RECORDS FOR THIS TASK:
※ ※ ※

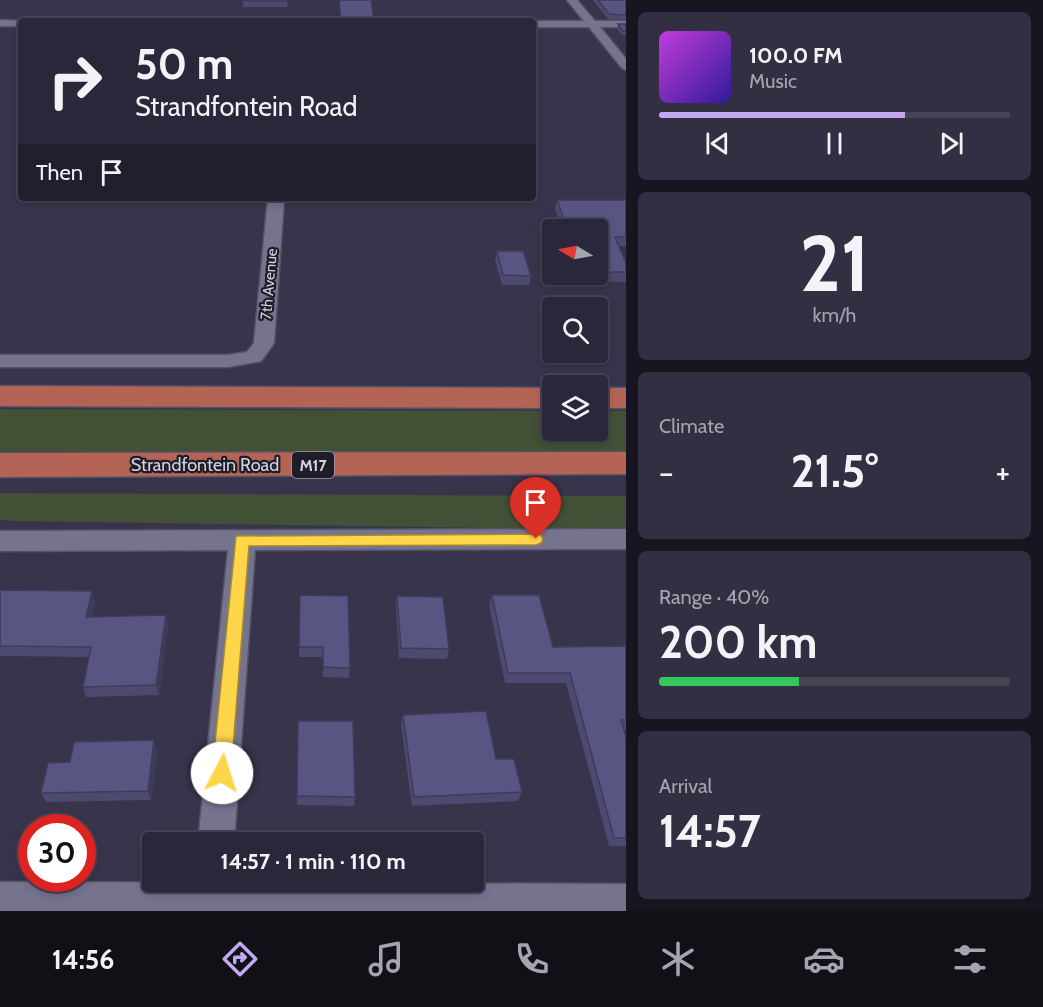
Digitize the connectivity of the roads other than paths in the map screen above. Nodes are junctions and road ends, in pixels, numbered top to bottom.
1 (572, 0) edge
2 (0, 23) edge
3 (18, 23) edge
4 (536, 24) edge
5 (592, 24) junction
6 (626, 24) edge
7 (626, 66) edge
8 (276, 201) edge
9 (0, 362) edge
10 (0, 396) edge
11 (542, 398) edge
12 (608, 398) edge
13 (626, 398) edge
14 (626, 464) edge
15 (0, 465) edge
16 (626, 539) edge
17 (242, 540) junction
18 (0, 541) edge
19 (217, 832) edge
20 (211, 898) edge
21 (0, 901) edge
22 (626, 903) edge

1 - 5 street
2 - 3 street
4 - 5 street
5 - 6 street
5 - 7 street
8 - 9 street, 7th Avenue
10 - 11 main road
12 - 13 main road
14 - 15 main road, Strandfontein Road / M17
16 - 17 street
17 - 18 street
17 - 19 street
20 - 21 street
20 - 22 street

※ ※ ※

ABOUT THIS TASK: Repeat the material above word for word and skip every image in it.

ANSWER SPACE:
Digitize the connectivity of the roads other than paths in the map screen above. Nodes are junctions and road ends, in pixels, numbered top to bottom.
1 (572, 0) edge
2 (0, 23) edge
3 (18, 23) edge
4 (536, 24) edge
5 (592, 24) junction
6 (626, 24) edge
7 (626, 66) edge
8 (276, 201) edge
9 (0, 362) edge
10 (0, 396) edge
11 (542, 398) edge
12 (608, 398) edge
13 (626, 398) edge
14 (626, 464) edge
15 (0, 465) edge
16 (626, 539) edge
17 (242, 540) junction
18 (0, 541) edge
19 (217, 832) edge
20 (211, 898) edge
21 (0, 901) edge
22 (626, 903) edge

1 - 5 street
2 - 3 street
4 - 5 street
5 - 6 street
5 - 7 street
8 - 9 street, 7th Avenue
10 - 11 main road
12 - 13 main road
14 - 15 main road, Strandfontein Road / M17
16 - 17 street
17 - 18 street
17 - 19 street
20 - 21 street
20 - 22 street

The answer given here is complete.